Extracted information
──────
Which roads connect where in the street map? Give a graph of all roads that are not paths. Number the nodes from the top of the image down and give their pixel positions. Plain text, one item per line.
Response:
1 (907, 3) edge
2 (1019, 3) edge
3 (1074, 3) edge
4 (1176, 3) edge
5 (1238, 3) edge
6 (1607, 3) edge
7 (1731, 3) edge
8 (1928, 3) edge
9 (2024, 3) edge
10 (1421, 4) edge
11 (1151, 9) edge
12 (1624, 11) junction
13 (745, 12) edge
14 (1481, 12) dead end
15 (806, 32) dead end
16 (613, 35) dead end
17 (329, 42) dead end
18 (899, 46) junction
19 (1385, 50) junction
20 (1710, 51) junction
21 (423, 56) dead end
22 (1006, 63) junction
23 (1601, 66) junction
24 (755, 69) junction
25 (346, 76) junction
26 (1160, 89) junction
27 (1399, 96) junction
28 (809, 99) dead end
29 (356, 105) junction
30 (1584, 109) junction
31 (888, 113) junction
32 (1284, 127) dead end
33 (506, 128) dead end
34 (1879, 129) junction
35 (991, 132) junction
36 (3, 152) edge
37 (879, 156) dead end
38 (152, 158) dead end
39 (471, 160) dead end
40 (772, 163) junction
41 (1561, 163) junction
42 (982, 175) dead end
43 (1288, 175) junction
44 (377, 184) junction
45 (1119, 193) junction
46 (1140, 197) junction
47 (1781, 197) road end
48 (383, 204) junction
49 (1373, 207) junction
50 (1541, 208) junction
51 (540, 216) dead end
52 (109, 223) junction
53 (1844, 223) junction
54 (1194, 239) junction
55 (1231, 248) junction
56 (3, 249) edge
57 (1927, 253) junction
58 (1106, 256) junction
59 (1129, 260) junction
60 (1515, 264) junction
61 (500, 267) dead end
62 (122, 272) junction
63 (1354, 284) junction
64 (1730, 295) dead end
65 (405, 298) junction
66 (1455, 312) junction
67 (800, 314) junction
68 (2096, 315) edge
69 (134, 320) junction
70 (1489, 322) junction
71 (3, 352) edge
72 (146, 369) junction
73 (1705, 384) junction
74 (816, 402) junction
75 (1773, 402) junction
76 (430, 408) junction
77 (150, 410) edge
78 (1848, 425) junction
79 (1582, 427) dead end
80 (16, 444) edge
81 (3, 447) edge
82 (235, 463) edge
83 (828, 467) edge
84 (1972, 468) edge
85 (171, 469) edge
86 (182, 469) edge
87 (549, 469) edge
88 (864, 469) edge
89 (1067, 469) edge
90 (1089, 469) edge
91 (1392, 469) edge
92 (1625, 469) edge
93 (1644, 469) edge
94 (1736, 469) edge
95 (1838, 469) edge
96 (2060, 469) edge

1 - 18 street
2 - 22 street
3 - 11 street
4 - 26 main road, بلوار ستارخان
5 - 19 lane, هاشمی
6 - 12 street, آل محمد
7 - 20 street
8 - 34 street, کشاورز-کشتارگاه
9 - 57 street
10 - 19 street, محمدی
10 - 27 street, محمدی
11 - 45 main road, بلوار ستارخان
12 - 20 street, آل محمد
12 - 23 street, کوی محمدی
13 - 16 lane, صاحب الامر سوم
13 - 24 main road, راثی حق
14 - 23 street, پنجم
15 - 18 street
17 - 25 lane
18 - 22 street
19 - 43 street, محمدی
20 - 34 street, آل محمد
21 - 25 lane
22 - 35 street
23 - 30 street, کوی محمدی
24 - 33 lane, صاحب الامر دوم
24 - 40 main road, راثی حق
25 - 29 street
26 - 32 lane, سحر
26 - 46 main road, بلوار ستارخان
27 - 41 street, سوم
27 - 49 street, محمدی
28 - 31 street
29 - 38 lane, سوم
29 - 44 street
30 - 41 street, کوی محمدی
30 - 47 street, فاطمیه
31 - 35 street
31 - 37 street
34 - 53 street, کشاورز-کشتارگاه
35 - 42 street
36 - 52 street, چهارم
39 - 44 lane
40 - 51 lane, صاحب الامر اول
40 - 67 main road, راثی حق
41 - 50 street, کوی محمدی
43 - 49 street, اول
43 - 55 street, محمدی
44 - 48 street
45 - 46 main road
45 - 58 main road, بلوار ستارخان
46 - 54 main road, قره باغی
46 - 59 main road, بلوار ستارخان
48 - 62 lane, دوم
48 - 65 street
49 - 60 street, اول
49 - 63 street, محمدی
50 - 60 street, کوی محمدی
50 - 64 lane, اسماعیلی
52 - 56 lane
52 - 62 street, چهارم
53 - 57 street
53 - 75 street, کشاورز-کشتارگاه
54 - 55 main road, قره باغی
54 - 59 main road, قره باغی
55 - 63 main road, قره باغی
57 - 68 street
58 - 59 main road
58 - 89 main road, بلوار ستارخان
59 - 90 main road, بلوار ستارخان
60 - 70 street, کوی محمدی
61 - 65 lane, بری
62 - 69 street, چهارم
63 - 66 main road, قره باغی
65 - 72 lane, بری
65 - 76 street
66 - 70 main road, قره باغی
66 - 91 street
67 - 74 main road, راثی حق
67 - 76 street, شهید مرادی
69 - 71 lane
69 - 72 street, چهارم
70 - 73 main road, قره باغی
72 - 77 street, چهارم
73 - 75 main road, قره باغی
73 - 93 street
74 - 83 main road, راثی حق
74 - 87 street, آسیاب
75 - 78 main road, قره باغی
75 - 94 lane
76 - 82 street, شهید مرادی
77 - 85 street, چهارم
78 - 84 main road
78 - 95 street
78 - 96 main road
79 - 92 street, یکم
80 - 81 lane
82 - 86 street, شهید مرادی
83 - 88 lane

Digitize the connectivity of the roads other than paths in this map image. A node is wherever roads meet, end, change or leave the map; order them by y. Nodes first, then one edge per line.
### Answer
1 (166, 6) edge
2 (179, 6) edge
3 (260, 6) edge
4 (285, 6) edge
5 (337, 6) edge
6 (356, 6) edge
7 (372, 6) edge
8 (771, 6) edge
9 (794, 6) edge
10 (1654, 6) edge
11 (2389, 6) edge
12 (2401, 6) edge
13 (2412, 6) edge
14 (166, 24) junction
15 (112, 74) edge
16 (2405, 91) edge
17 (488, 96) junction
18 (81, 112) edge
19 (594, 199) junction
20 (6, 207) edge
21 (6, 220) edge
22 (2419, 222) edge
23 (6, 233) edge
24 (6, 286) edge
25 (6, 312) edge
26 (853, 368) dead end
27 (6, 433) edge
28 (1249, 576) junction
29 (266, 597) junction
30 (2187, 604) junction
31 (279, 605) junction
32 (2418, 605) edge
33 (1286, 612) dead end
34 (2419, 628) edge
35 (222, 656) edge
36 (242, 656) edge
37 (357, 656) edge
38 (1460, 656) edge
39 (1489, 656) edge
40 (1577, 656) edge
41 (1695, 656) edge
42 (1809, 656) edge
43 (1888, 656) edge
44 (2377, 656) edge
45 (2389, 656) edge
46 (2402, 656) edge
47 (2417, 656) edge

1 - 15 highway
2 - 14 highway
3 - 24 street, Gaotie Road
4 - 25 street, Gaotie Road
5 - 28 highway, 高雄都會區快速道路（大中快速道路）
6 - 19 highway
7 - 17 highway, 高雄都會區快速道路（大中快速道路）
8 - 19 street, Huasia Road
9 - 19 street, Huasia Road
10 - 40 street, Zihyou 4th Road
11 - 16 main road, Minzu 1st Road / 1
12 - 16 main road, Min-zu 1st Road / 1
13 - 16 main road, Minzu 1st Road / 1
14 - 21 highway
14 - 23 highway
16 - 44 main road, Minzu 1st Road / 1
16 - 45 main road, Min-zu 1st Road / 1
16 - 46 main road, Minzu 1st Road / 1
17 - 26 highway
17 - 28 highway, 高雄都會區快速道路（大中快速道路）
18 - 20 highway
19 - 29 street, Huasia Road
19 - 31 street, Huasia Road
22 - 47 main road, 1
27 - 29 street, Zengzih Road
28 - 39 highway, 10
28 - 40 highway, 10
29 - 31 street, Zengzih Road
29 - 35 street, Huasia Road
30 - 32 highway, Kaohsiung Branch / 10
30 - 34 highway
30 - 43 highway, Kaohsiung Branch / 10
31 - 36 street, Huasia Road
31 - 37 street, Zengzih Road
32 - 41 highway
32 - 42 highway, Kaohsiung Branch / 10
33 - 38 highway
──────
Exercise details
The expected answer is each line of the records above that includes the string "大中快速道路".

Solution to the exercise
5 - 28 highway, 高雄都會區快速道路（大中快速道路）
7 - 17 highway, 高雄都會區快速道路（大中快速道路）
17 - 28 highway, 高雄都會區快速道路（大中快速道路）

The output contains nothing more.